BEGIN DATA FOR ANALYSIS

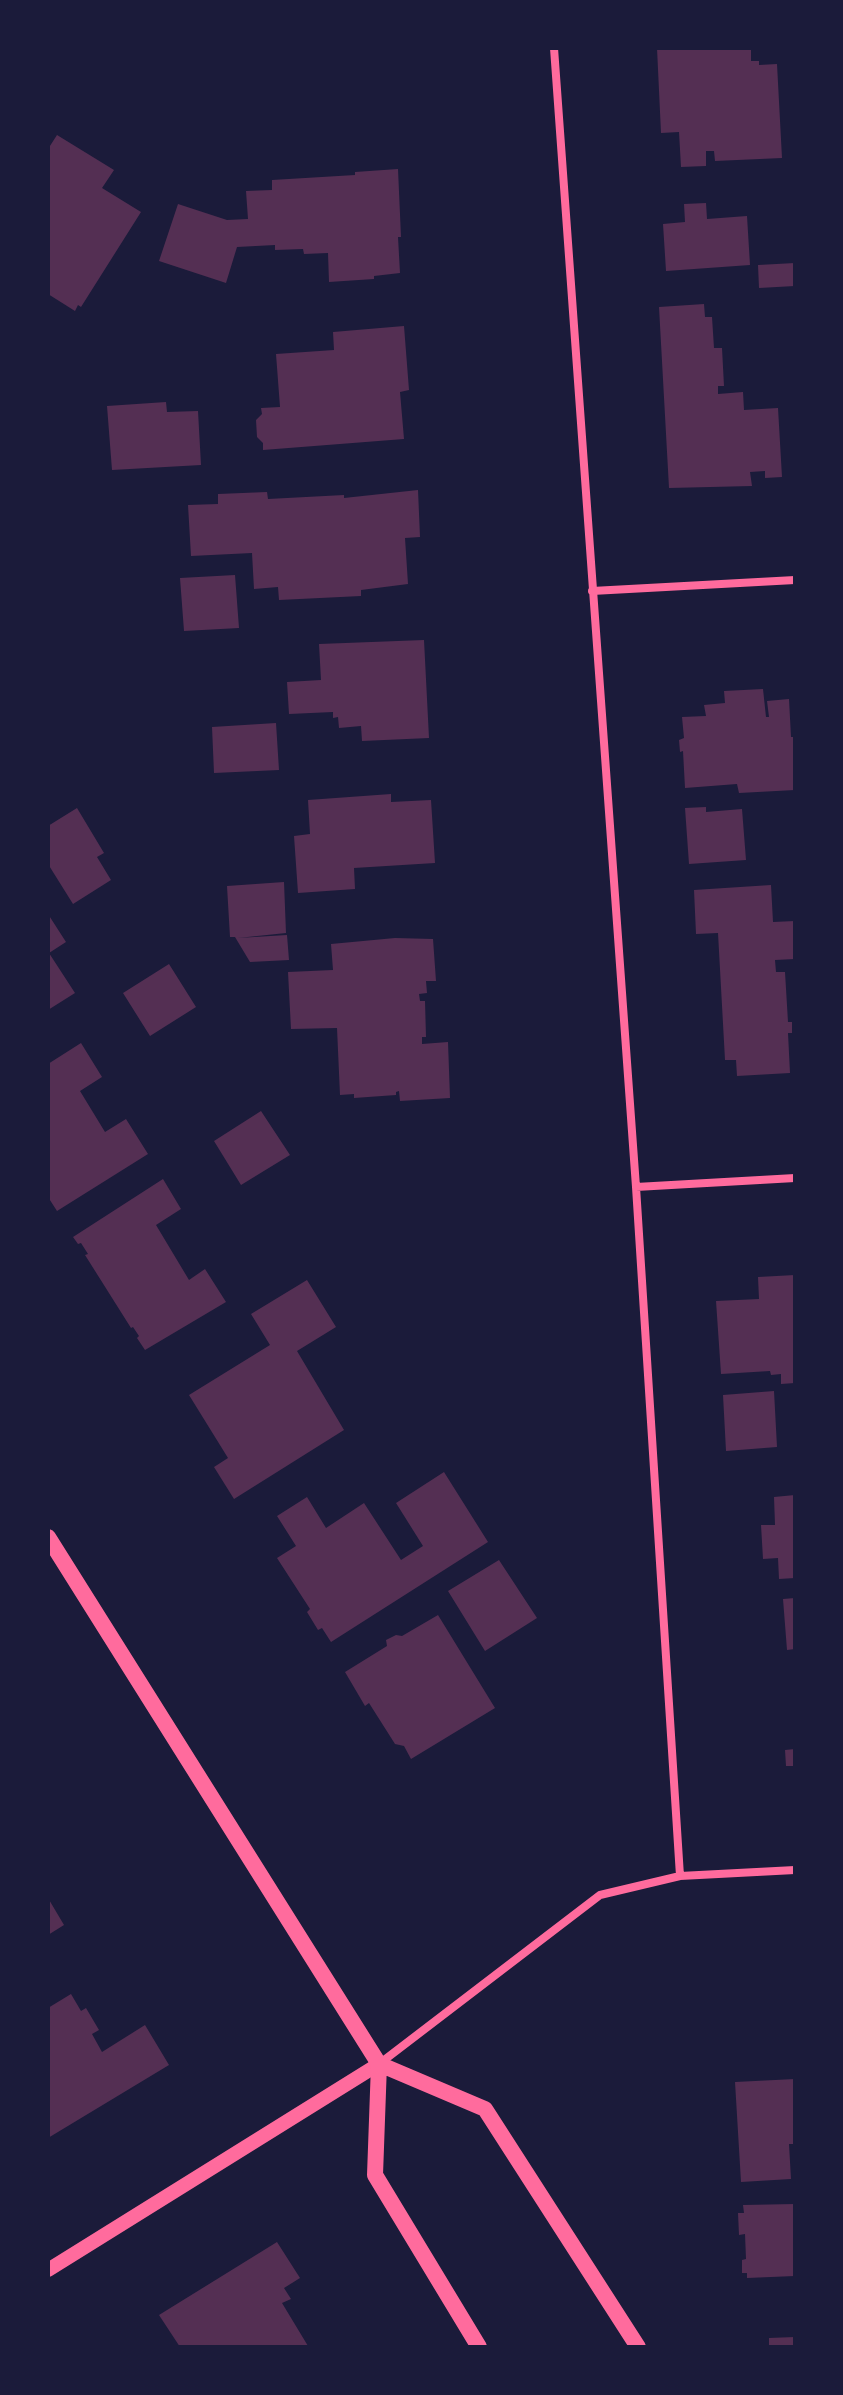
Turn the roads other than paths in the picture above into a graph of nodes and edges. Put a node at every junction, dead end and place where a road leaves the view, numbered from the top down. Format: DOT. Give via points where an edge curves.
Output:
graph roads {
  1 [pos="554,48"];
  2 [pos="795,580"];
  3 [pos="592,591"];
  4 [pos="795,1178"];
  5 [pos="636,1187"];
  6 [pos="48,1537"];
  7 [pos="795,1870"];
  8 [pos="680,1876"];
  9 [pos="379,2064"];
  10 [pos="48,2270"];
  11 [pos="479,2347"];
  12 [pos="638,2347"];
  1 -- 3 [label="street"];
  2 -- 3 [label="street"];
  3 -- 5 [label="street"];
  4 -- 5 [label="street"];
  5 -- 8 [label="street"];
  6 -- 9 [label="main road"];
  7 -- 8 [label="street"];
  8 -- 9 [label="street" via="600,1895"];
  9 -- 10 [label="street"];
  9 -- 11 [label="main road" via="375,2175"];
  9 -- 12 [label="main road" via="485,2109"];
}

END DATA FOR ANALYSIS

## TASK PROMPT
This exercise calls for the records to be given again exactly, without the images.

## RESULT
Turn the roads other than paths in the picture above into a graph of nodes and edges. Put a node at every junction, dead end and place where a road leaves the view, numbered from the top down. Format: DOT. Give via points where an edge curves.
Output:
graph roads {
  1 [pos="554,48"];
  2 [pos="795,580"];
  3 [pos="592,591"];
  4 [pos="795,1178"];
  5 [pos="636,1187"];
  6 [pos="48,1537"];
  7 [pos="795,1870"];
  8 [pos="680,1876"];
  9 [pos="379,2064"];
  10 [pos="48,2270"];
  11 [pos="479,2347"];
  12 [pos="638,2347"];
  1 -- 3 [label="street"];
  2 -- 3 [label="street"];
  3 -- 5 [label="street"];
  4 -- 5 [label="street"];
  5 -- 8 [label="street"];
  6 -- 9 [label="main road"];
  7 -- 8 [label="street"];
  8 -- 9 [label="street" via="600,1895"];
  9 -- 10 [label="street"];
  9 -- 11 [label="main road" via="375,2175"];
  9 -- 12 [label="main road" via="485,2109"];
}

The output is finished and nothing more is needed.